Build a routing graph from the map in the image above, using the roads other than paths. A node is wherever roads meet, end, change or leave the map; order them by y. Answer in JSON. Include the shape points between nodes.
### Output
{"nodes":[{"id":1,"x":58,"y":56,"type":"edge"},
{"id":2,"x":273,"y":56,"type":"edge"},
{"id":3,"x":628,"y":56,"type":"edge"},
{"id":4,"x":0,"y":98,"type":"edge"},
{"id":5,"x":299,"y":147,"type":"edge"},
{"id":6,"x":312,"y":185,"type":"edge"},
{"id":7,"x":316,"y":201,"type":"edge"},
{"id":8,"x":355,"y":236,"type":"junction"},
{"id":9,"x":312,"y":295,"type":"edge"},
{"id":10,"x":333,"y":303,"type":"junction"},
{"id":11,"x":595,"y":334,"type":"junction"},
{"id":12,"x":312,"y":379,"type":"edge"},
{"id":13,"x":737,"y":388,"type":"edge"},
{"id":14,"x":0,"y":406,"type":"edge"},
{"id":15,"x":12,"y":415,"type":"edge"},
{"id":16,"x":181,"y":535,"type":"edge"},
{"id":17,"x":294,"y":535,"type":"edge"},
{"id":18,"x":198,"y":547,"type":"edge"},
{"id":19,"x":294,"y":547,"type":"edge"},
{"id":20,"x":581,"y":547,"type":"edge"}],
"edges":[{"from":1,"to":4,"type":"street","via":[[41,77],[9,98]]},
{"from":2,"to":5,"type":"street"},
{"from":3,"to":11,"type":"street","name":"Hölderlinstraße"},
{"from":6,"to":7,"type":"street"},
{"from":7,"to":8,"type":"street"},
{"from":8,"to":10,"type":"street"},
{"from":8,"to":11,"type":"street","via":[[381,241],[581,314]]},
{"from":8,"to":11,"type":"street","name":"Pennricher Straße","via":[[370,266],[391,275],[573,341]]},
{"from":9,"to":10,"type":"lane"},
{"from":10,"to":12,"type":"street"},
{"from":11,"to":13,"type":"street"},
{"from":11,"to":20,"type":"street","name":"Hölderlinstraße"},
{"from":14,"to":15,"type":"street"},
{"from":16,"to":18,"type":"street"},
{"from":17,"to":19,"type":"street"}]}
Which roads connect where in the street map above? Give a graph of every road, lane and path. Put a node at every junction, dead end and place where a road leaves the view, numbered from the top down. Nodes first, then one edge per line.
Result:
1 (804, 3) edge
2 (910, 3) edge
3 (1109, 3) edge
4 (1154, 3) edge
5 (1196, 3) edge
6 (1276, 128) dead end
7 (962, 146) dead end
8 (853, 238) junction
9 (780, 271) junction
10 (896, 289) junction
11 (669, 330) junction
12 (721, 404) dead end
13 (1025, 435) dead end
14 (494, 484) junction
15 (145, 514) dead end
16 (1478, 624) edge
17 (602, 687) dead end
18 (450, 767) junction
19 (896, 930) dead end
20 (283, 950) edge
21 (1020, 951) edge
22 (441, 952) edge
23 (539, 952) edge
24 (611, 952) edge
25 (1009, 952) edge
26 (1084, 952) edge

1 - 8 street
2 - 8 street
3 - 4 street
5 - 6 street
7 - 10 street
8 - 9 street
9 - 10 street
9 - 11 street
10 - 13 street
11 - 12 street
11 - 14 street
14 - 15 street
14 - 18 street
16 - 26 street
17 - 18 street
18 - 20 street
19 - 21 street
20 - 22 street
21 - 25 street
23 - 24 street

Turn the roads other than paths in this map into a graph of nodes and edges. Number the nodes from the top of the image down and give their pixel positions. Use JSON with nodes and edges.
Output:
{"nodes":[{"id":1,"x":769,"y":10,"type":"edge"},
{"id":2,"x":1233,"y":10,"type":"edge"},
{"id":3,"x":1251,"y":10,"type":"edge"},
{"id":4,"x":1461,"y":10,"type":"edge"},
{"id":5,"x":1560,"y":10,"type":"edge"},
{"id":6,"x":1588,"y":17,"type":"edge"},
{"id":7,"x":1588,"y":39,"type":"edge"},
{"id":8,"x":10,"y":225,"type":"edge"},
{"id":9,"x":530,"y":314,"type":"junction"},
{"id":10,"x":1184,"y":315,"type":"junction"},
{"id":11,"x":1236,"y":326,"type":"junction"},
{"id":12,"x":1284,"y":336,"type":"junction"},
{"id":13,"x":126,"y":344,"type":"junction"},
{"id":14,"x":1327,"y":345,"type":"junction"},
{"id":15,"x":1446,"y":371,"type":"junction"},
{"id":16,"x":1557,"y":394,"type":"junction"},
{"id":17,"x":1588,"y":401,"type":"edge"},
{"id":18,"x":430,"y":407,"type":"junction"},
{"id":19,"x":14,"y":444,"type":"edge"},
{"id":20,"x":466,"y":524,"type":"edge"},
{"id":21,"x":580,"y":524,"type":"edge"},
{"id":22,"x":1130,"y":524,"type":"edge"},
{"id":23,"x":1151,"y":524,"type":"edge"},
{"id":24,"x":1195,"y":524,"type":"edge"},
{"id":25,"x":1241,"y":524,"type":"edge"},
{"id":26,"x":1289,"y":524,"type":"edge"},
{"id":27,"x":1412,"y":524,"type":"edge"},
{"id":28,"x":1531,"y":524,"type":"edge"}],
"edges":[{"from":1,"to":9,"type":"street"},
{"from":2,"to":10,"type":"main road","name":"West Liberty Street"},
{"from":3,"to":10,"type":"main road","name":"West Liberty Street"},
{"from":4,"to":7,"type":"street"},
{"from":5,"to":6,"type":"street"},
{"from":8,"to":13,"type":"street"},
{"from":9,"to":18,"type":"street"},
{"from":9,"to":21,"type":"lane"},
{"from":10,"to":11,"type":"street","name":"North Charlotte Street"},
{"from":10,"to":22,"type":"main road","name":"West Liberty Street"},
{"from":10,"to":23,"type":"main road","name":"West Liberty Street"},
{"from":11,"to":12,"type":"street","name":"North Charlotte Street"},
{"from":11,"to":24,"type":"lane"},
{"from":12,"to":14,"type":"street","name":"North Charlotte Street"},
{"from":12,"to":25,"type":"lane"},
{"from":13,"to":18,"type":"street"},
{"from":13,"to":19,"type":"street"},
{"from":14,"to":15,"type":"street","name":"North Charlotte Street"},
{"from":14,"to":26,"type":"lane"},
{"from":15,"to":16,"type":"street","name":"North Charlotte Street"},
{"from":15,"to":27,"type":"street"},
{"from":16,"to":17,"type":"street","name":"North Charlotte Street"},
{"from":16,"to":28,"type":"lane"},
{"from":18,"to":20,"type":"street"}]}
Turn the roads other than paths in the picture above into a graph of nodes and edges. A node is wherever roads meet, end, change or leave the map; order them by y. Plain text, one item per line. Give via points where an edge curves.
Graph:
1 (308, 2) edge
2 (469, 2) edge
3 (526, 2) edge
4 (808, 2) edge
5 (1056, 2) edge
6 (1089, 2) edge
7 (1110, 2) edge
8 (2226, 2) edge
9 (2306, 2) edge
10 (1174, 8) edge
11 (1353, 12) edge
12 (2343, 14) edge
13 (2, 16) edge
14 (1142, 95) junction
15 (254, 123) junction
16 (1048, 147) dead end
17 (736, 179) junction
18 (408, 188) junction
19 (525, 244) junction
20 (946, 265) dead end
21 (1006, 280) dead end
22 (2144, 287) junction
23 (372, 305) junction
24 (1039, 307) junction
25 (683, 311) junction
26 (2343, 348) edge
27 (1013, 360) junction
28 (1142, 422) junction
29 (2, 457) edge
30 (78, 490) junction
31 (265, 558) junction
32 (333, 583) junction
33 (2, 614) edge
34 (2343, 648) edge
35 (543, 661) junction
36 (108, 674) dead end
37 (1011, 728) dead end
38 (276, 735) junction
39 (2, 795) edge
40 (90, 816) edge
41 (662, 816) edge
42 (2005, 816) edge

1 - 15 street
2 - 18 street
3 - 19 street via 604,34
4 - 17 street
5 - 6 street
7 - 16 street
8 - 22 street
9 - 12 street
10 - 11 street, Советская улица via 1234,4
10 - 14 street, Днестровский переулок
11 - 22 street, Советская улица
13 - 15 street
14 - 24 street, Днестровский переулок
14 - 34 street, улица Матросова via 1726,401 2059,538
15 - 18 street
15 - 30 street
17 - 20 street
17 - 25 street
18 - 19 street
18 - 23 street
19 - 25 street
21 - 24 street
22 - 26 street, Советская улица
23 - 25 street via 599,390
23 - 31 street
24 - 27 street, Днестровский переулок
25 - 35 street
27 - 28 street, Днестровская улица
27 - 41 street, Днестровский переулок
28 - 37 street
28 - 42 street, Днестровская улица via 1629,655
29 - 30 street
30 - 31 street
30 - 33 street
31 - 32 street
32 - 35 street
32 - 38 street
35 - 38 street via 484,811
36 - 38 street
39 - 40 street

★ ★ ★

▶ _Task instructions_: Collect the lines of the data that carry the word "meet".

▶ _Response box_:
Build a routing graph from the map in the image above, using the roads other than paths. A node is wherever roads meet, end, change or leave the map; order them by y. Answer in JSON. Include the shape points between nodes.
Turn the roads other than paths in the picture above into a graph of nodes and edges. A node is wherever roads meet, end, change or leave the map; order them by y. Plain text, one item per line. Give via points where an edge curves.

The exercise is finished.